パソコン、TVゲーム、眼の酷使に速効性、ヨーロッパでは医薬品として製造。

その後も研究は進み、アントシアニン色素を摂取後、4時間後に効果が現れ、24時間持続することが確認されています。かなりの速効性が期待できるのです。副作用も全くないこともわかりました。天然の果実に含まれる色素ですから安全なわけです。

会社や学校でのコンピュータなどOA機器の導入やTVゲームなどの普及、勤務時間の変化、あるいは受験勉強や夜間長距離運転による目の酷使など、現代のさまざまな眼精疲労や眼の疲労感にはとくに有効といえます。また、網膜の機能性低下や白内障を防ぎ、糖尿病が原因の眼の病気予防にも役立ちます。

ヨーロッパでは、多くの研究、臨床試験が重ねられ、1976年イタリアで初めて医薬品として製造が承認されました。

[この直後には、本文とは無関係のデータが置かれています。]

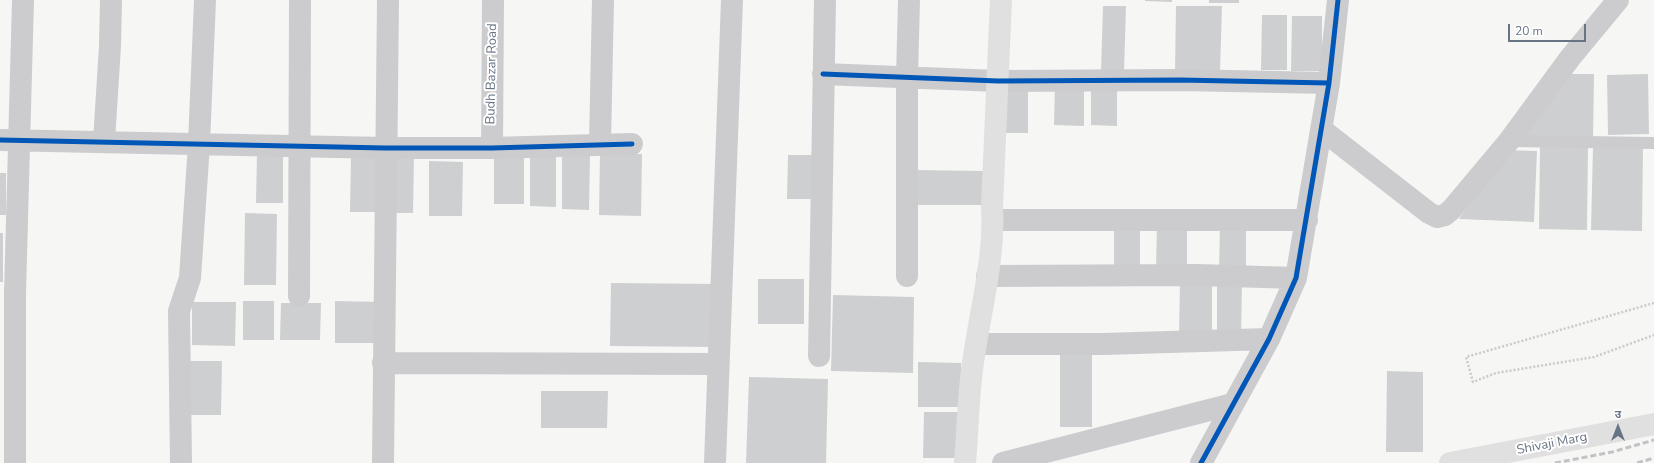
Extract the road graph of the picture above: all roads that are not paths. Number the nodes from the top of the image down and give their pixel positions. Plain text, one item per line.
1 (23, 0) edge
2 (111, 0) edge
3 (205, 0) edge
4 (300, 0) edge
5 (388, 0) edge
6 (494, 0) edge
7 (603, 0) edge
8 (732, 0) edge
9 (824, 0) edge
10 (909, 0) edge
11 (1001, 0) edge
12 (1338, 0) edge
13 (1618, 0) edge
14 (823, 74) junction
15 (907, 77) junction
16 (998, 81) junction
17 (1329, 83) junction
18 (1321, 129) junction
19 (10, 140) edge
20 (104, 141) junction
21 (1509, 141) junction
22 (1654, 143) edge
23 (199, 144) junction
24 (600, 144) junction
25 (632, 144) dead end
26 (299, 146) junction
27 (385, 148) junction
28 (492, 148) junction
29 (992, 220) junction
30 (1306, 220) junction
31 (907, 276) dead end
32 (987, 276) junction
33 (1296, 278) junction
34 (299, 296) dead end
35 (1269, 339) junction
36 (976, 344) junction
37 (819, 356) dead end
38 (383, 363) junction
39 (718, 364) junction
40 (1233, 404) junction
41 (1654, 424) edge
42 (15, 463) edge
43 (181, 463) edge
44 (383, 463) edge
45 (714, 463) edge
46 (965, 463) edge
47 (1003, 463) edge
48 (1201, 463) edge
49 (1450, 463) edge

1 - 19 street
2 - 20 street
3 - 23 street
4 - 26 street
5 - 27 street
6 - 28 street, Budh Bazar Road
7 - 24 street
8 - 39 street
9 - 14 street
10 - 15 street
11 - 16 street
12 - 17 street
13 - 21 street
14 - 15 street
14 - 37 street
15 - 16 street
15 - 31 street
16 - 17 street
16 - 29 street
17 - 18 street
18 - 21 street
18 - 30 street
19 - 20 street
19 - 42 street
20 - 23 street
21 - 22 lane
23 - 26 street
23 - 43 street
24 - 25 street
24 - 28 street
26 - 27 street
26 - 34 street
27 - 28 street
27 - 38 street
29 - 30 street
29 - 32 street
30 - 33 street
32 - 33 street
32 - 36 street
33 - 35 street
35 - 36 street
35 - 40 street
36 - 46 street
38 - 39 street
38 - 44 street
39 - 45 street
40 - 47 street
40 - 48 street
41 - 49 street, Shivaji Marg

その後もヨーロッパをはじめニュージーランド、韓国など、多くの国で色素を抽出した粉末や錠剤が、医薬品として広く利用されています。

青紫色に秘めた、強力な抗酸化作用。

ブルーベリーが人間の眼に効くという以外に、強力な抗酸化作用があることが注目されています。ガンや脳卒中など、成人病の発病、あるいは老化やさまざまな症状には、かなりの割合で活性酸素が関与しているといわれます。この過剰に発生した有害な活性酸素を抑える働き(抗酸化作用)、または活性酸素を消去する作用を、ブルーベリーのアントシアニン色素が強力に持っていることが実証されたのです。

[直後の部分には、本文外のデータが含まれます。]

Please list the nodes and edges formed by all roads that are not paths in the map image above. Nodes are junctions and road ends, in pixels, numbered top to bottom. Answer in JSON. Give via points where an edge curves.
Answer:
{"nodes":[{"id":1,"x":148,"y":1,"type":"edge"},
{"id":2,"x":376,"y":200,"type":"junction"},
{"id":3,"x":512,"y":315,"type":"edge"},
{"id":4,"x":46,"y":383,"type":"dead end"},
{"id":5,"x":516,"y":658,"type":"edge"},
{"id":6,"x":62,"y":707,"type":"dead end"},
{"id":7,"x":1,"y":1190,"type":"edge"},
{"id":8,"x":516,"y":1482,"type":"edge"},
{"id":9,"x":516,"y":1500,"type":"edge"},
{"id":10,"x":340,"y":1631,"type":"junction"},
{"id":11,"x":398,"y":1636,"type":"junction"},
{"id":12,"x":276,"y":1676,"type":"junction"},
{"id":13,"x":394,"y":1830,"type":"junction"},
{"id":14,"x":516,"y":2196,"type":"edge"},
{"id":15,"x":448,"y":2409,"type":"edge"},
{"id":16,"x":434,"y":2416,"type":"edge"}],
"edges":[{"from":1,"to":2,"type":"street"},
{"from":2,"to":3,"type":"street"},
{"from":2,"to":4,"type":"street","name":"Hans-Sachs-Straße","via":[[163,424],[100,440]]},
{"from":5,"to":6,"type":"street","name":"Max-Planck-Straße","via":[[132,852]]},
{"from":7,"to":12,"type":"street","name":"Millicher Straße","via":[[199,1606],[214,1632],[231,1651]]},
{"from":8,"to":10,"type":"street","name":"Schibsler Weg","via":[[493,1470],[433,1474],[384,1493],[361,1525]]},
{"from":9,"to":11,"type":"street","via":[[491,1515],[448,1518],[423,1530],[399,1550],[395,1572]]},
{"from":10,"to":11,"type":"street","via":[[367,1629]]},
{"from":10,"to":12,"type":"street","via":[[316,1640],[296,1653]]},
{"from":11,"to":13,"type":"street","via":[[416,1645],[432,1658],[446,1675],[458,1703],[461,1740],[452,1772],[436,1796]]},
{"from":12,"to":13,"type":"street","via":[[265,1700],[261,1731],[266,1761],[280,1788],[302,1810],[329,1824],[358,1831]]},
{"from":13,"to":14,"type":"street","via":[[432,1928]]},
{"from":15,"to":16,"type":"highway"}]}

この色素の抗酸化性を、ビタミンE、茶タンニンなどと比較した最近の研究の結果、ブルーベリーのアントシアニン色素は、これらに匹敵するか、または上回る強い活性があることがわかりました。米国農務省に属する栄養研究所の発表によると、米国産の43種類の果実と野菜の抗酸化作用を比較したところ、ブルーベリーが最高値を示し、ナンバーワンであることも証明されました。活性酸素と深い関わりのある種々の疾患、たとえばガンや自己免疫疾患、心臓血管系疾患などの予防、改善、また老化防止などに有効であると期待されます。

まだまだいろいろな働きがいっぱい!

また、アントシアニン色素は、人体のコラーゲン(組織を維持する体内のタンパク質)を基質とした結合組織、たとえば軟骨部や靱帯、腱(ともに筋肉と骨とを結びつける組織)などを強化する働きがあります。それに加えて炎症が起こっている結合部分で、コラーゲンを破壊する酵素(体内での化学変化を促進する物質)を阻害して、コラーゲンの合成を促進するので、傷の回復を早める役割もあります。そのうえ、筋肉をリラックスさせる作用があって、月経時の痛みや不快感の軽減にも役に立つとされています。女性の悩みを解消する秘薬ともいえるでしょう。

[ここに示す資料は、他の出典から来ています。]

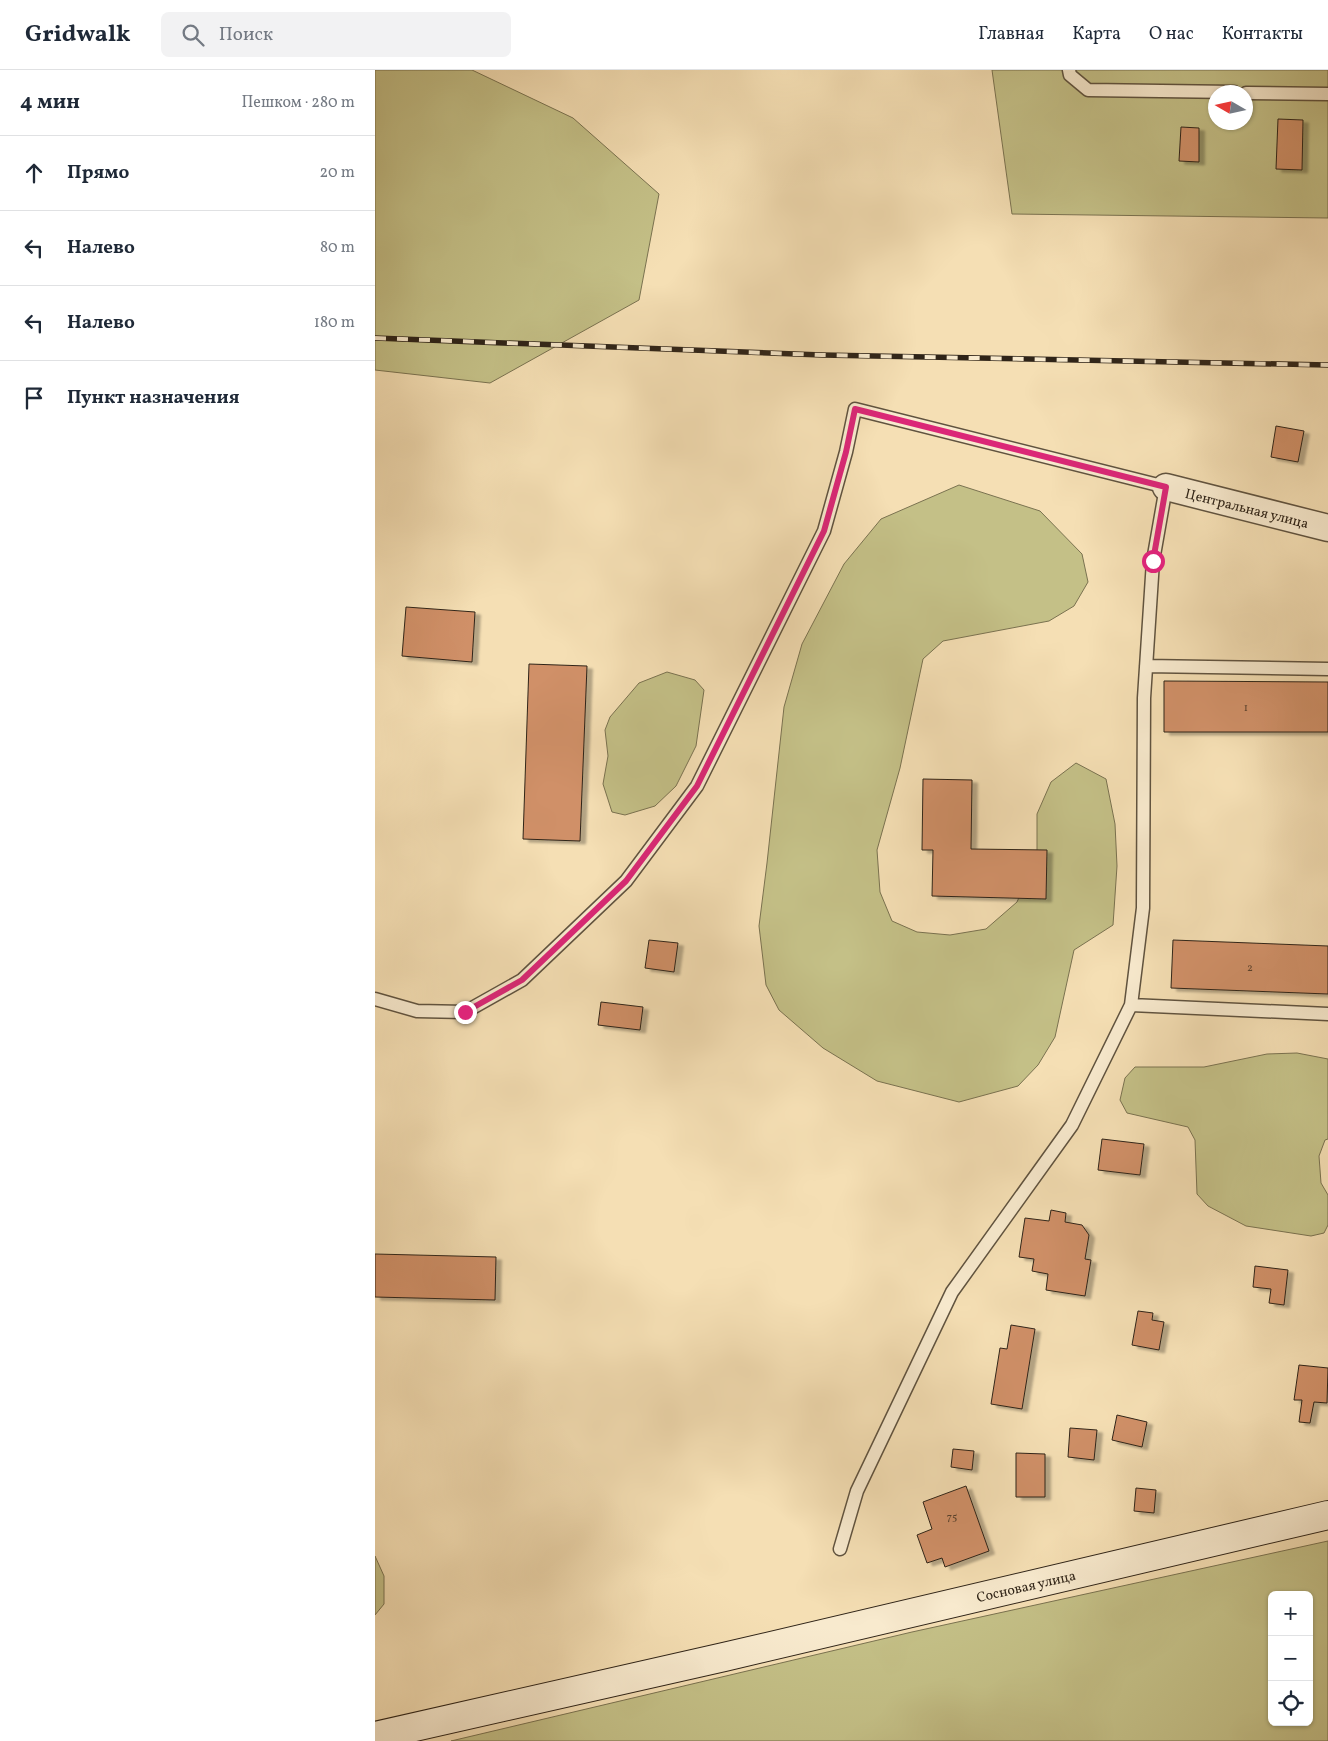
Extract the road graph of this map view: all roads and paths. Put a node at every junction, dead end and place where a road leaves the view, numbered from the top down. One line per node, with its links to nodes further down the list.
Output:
1 (1069, 70): 2 (lane)
2 (1208, 92)
3 (1253, 93): 4 (lane)
4 (1328, 94)
5 (1166, 487): 6 (street, Центральная улица); 7 (lane); 9 (lane)
6 (1328, 528)
7 (1146, 666): 8 (lane); 10 (lane)
8 (1328, 670)
9 (375, 999)
10 (1131, 1005): 11 (lane); 13 (lane)
11 (1328, 1014)
12 (1328, 1515): 14 (street, Сосновая улица)
13 (840, 1549)
14 (375, 1736)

さらに、このアントシアニン色素にはビタミンPのような作用があるといわれています。ビタミンPは、毛細血管の抵抗性を高め、毛細血管から血がにじみでる性質、すなわち毛細血管透過性を抑制する作用があることが知られています。毛細血管を強化することにより、脳内などでの血管の損傷を防いでいるのです。加えて、血液の成分の一つである血小板が凝固することを抑制するので、血液をさらさらにして、血管の老化や循環障害を改善してくれます。

豊富な食物繊維含有量。

この他、ブルーベリーの果実成分の中で注目すべきは、食物繊維の量が極めて多いことです。そもそも果実は食物繊維を多く含んでいるのですが、中でも多いといわれているキウイフルーツやバナナをはるかに上回る果実中最高の食物繊維を含んでいるのがブルーベリーです。